Blow to Ruto in the battle for the majority in the national assembly after the registrar of political parties makes a determination.
President William Ruto suffered a blow in his attempt to take control of the national legislature after the Registrar of Political Parties made it clear that decamped parties were still a part of the Azimio La Umoja coalition.
The Registrar of Political Parties, Anne Nderitu, indicated that Maendeleo Chap Chap (MCC) and Pamoja African Coalition (PAA) were not recognized as members of the Kenya Kwanza alliance in the letter forwarded to the speakers of both chambers.

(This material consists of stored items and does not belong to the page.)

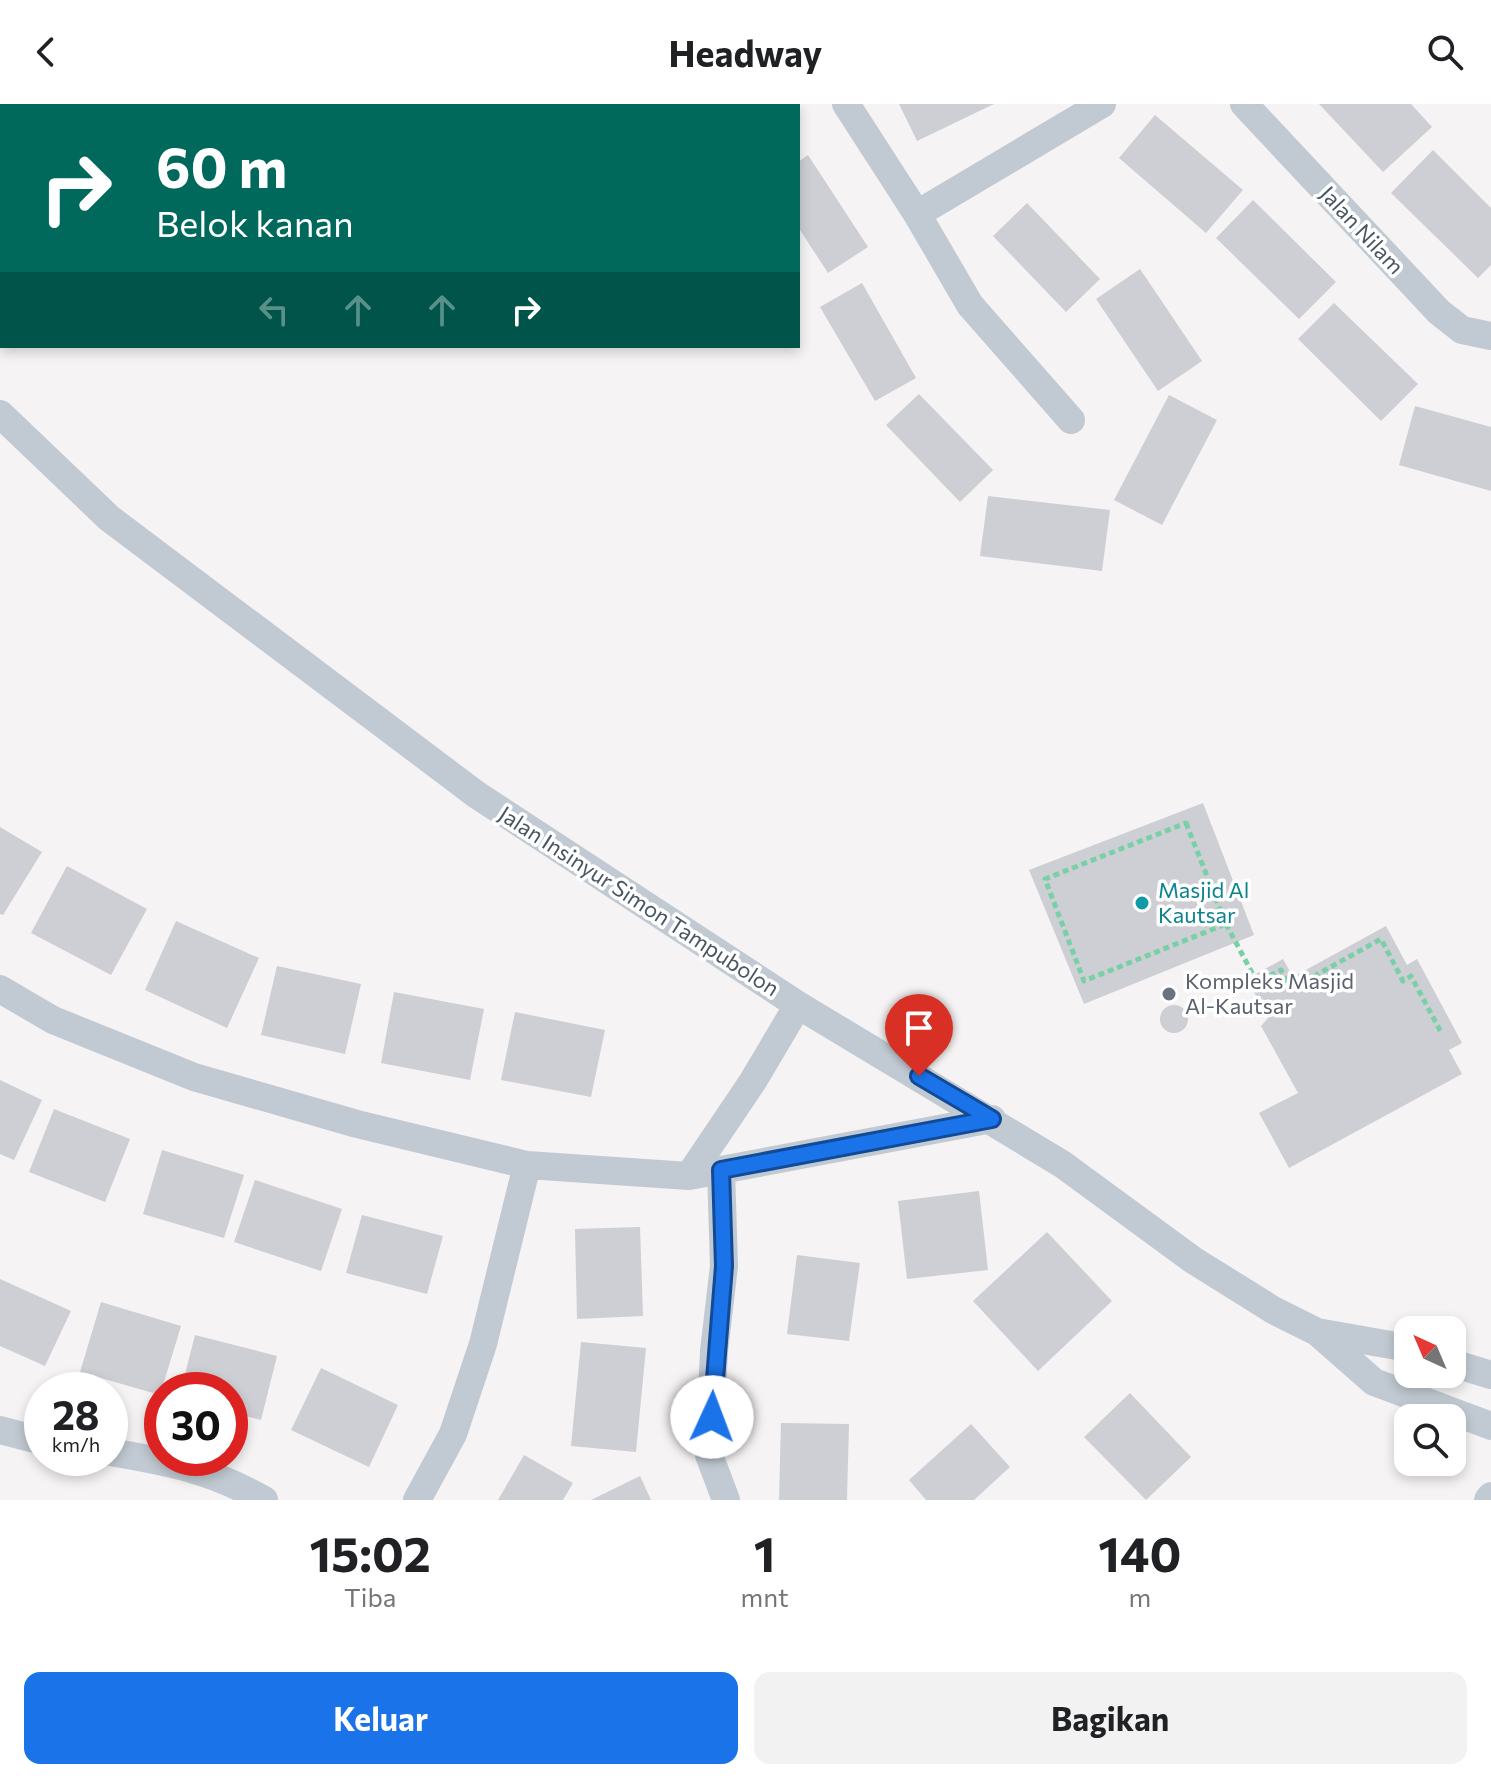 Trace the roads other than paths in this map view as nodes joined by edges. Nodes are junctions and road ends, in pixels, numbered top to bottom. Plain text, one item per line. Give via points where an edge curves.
1 (846, 104) edge
2 (1102, 104) edge
3 (1244, 104) edge
4 (917, 214) junction
5 (1491, 336) edge
6 (0, 414) edge
7 (1071, 420) dead end
8 (0, 989) edge
9 (798, 1005) junction
10 (992, 1119) junction
11 (527, 1165) junction
12 (721, 1170) junction
13 (689, 1176) junction
14 (1317, 1332) junction
15 (1394, 1346) edge
16 (1466, 1367) edge
17 (1491, 1375) edge
18 (1491, 1426) edge
19 (0, 1430) edge
20 (24, 1436) edge
21 (128, 1455) edge
22 (264, 1500) edge
23 (417, 1500) edge
24 (726, 1500) edge

1 - 4 street
2 - 4 street
3 - 5 street, Jalan Nilam via 1439,312 1462,330
4 - 7 street via 970,305
6 - 9 street, Jalan Insinyur Simon Tampubolon via 109,518 477,795
8 - 11 street via 53,1020 194,1077
9 - 10 street, Jalan Insinyur Simon Tampubolon
9 - 13 street
10 - 12 street
10 - 14 street, Jalan Insinyur Simon Tampubolon via 1193,1260
11 - 13 street
11 - 23 street via 483,1344 453,1434
12 - 13 street
12 - 24 street via 724,1266 709,1455
14 - 15 street
14 - 18 street via 1374,1382
16 - 17 street
19 - 20 street
21 - 22 street via 179,1463 227,1479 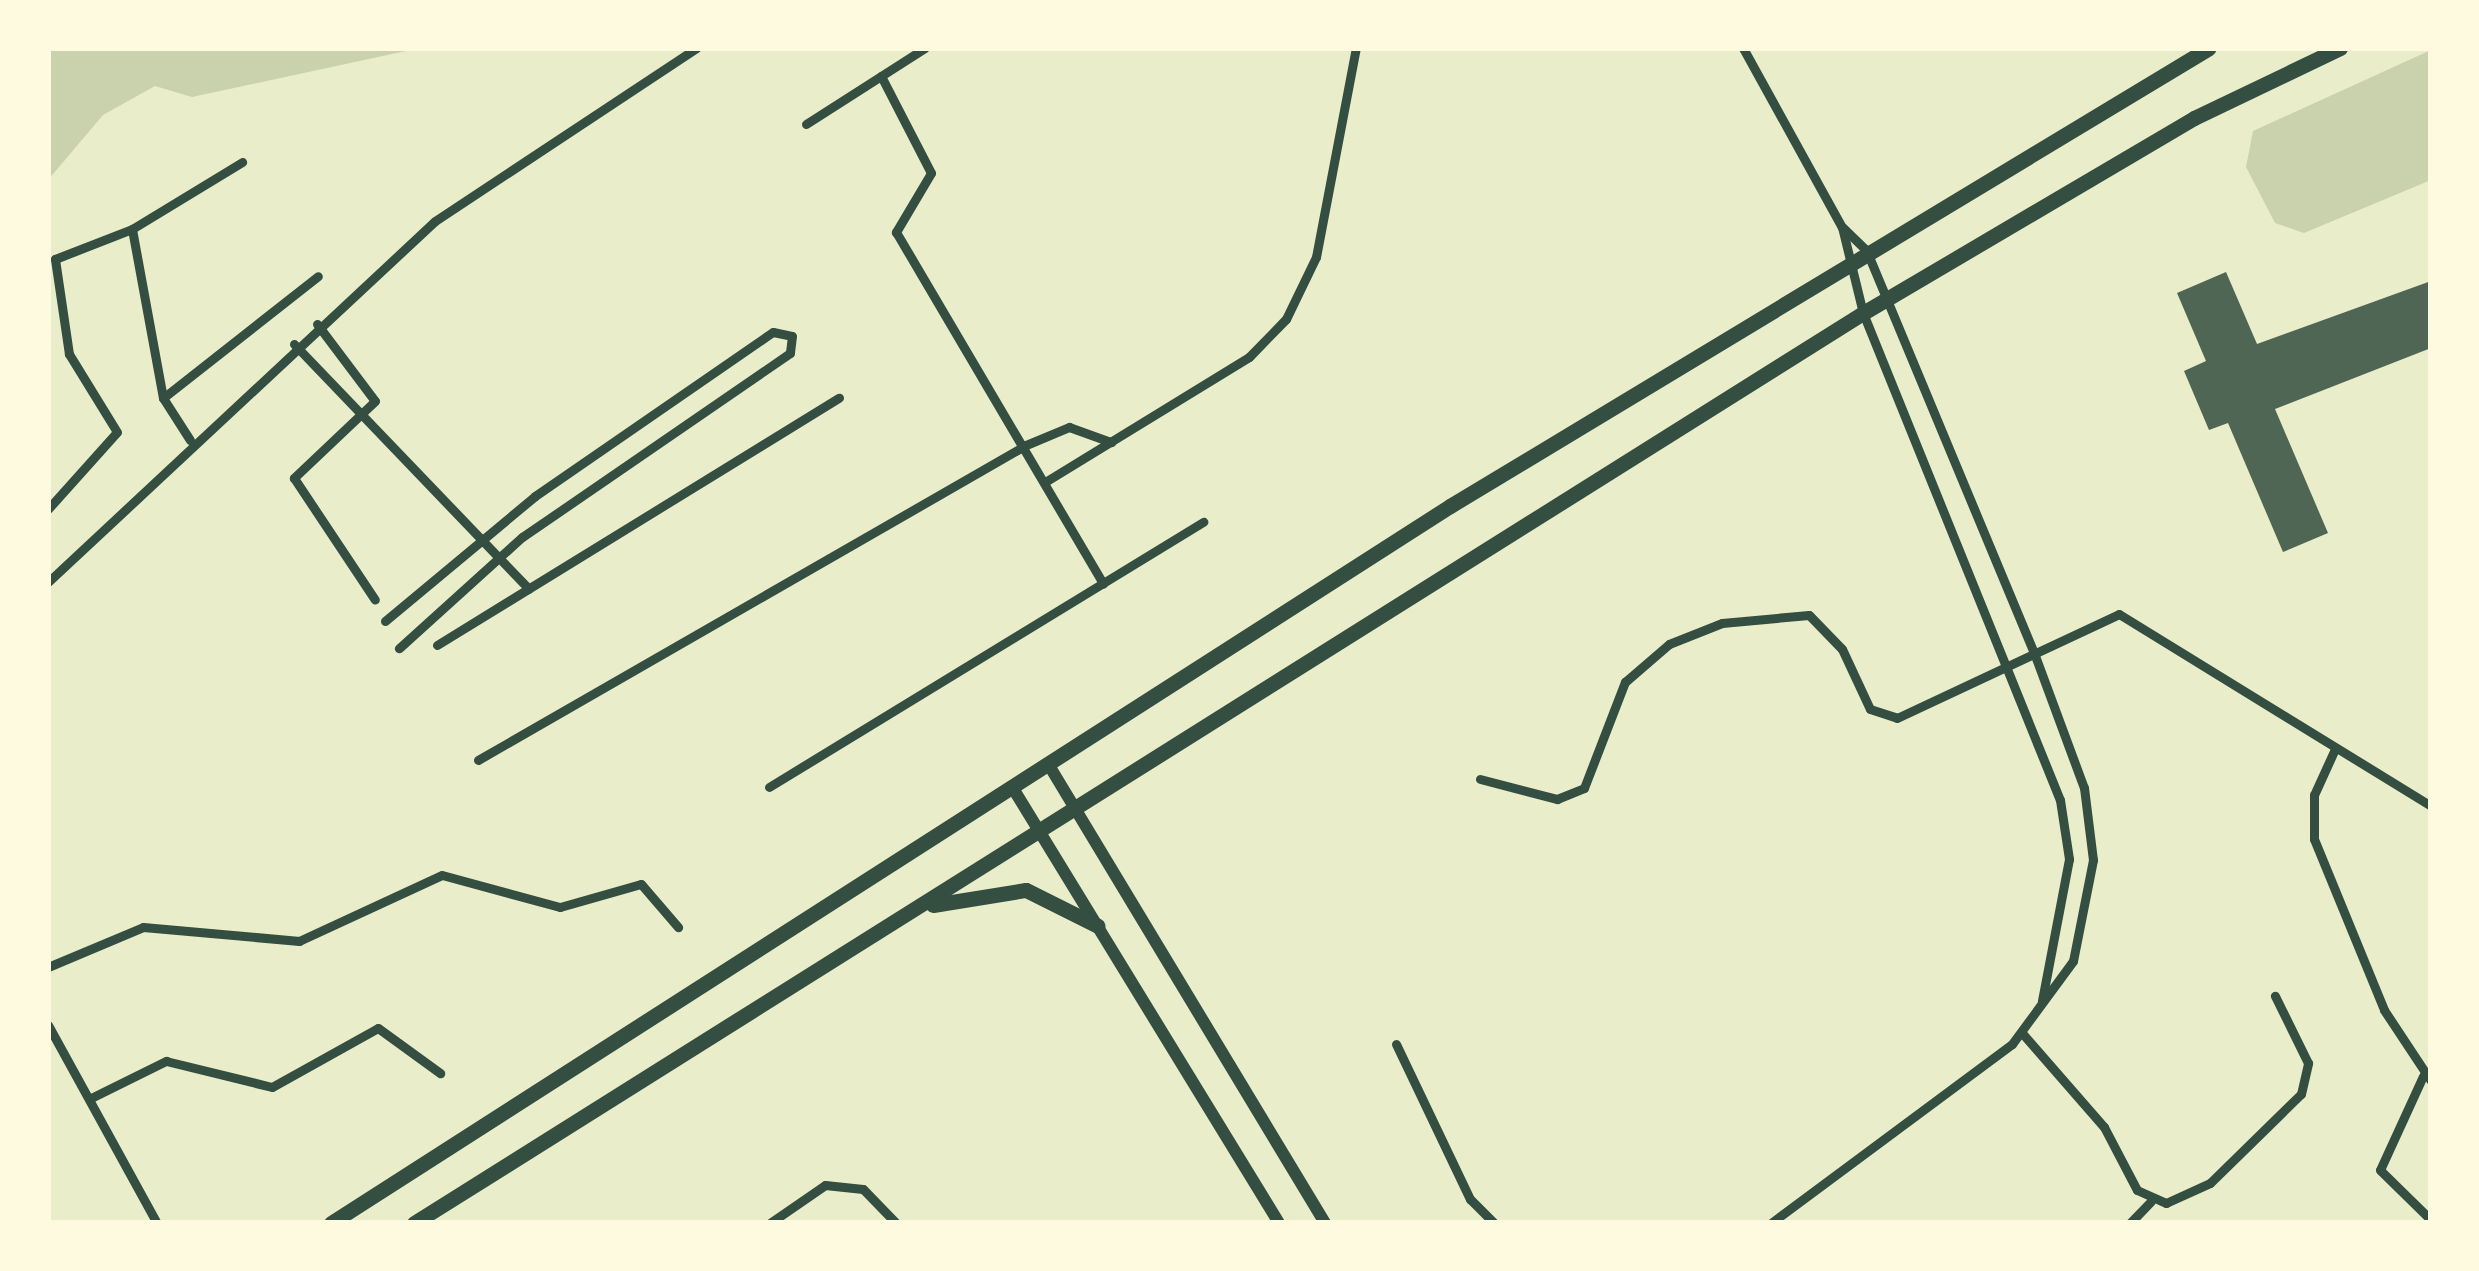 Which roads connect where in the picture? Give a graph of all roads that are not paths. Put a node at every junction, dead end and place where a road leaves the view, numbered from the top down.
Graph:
1 (695, 48) edge
2 (925, 48) edge
3 (1356, 48) edge
4 (1743, 48) edge
5 (2210, 48) edge
6 (2340, 48) edge
7 (881, 76) junction
8 (806, 124) dead end
9 (242, 162) dead end
10 (1842, 227) junction
11 (132, 229) junction
12 (1866, 250) junction
13 (1847, 262) junction
14 (318, 276) dead end
15 (1886, 299) junction
16 (1863, 313) junction
17 (317, 324) junction
18 (294, 344) junction
19 (163, 398) junction
20 (839, 398) dead end
21 (360, 417) junction
22 (190, 440) junction
23 (1111, 442) junction
24 (1026, 445) junction
25 (1045, 482) junction
26 (48, 508) edge
27 (1203, 522) dead end
28 (478, 538) junction
29 (496, 557) junction
30 (48, 582) edge
31 (1103, 584) junction
32 (529, 589) junction
33 (375, 600) dead end
34 (385, 621) dead end
35 (437, 645) dead end
36 (399, 648) dead end
37 (2034, 653) junction
38 (2005, 665) junction
39 (2334, 751) junction
40 (478, 760) dead end
41 (1050, 767) junction
42 (1480, 779) dead end
43 (769, 787) dead end
44 (1014, 790) junction
45 (2431, 806) edge
46 (1076, 809) junction
47 (1041, 832) junction
48 (916, 909) junction
49 (1098, 926) junction
50 (678, 927) dead end
51 (48, 967) edge
52 (2275, 995) dead end
53 (2040, 1012) junction
54 (48, 1025) edge
55 (2022, 1033) junction
56 (1396, 1044) dead end
57 (440, 1073) dead end
58 (2427, 1078) edge
59 (91, 1098) junction
60 (2151, 1201) junction
61 (2431, 1220) edge
62 (157, 1223) edge
63 (331, 1223) edge
64 (414, 1223) edge
65 (770, 1223) edge
66 (896, 1223) edge
67 (1279, 1223) edge
68 (1325, 1223) edge
69 (1494, 1223) edge
70 (1771, 1223) edge
71 (2130, 1223) edge

1 - 17 street
2 - 7 street
3 - 23 street
4 - 10 street
5 - 12 main road
6 - 15 main road
7 - 8 street
7 - 24 street
9 - 11 street
10 - 12 street
10 - 13 street
11 - 19 street
11 - 26 street
12 - 13 main road
12 - 15 street
13 - 16 street
13 - 41 main road
14 - 19 street
15 - 16 main road
15 - 37 street
16 - 38 street
16 - 46 main road
17 - 18 street
17 - 21 street
18 - 21 street
18 - 22 street
19 - 22 street
20 - 32 street
21 - 28 street
21 - 33 street
22 - 30 street
23 - 24 street
23 - 25 street
24 - 25 street
24 - 40 street
25 - 31 street
27 - 31 street
28 - 29 street
28 - 29 street
28 - 34 street
29 - 32 street
29 - 36 street
31 - 43 street
32 - 35 street
37 - 38 street
37 - 39 street
37 - 53 street
38 - 42 street
38 - 53 street
39 - 45 street
39 - 58 street
41 - 44 main road
41 - 46 street
44 - 47 street
44 - 63 main road
46 - 47 main road
46 - 68 street
47 - 48 main road
47 - 49 street
48 - 49 main road
48 - 64 main road
49 - 67 street
50 - 51 street
52 - 60 street
53 - 55 street
54 - 59 street
55 - 60 street
55 - 70 street
56 - 69 street
57 - 59 street
58 - 61 street
59 - 62 street
60 - 71 street
65 - 66 street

Maendeleo Former Machakos governor Alfred Mutua is in the lead of Chap Chap, and Senate Speaker Amason Kingi is in the leadership of Pamoja African Alliance.
Before the general election on August 9, the two commanders ordered their forces to leave Azimio, claiming that their interests would not be safeguarded.
Nderitu added that the two parties, however, filed petitions to break ties with Azimio.
Following the elections, the United Democratic Movement (UDM), led by Ali Roba, and the Movement for Democracy and Growth (MDG), led by Ugenya MP David Ochieng, both abandoned Azimio and filed petitions to formally join Kenya Kwanza.
Nderitu told the Lawmakers that the petitions had not yet been decided upon. With her explanation, the Azimio coalition’s 26 original political parties—of which Kenya Kwanza only had 15—were still active.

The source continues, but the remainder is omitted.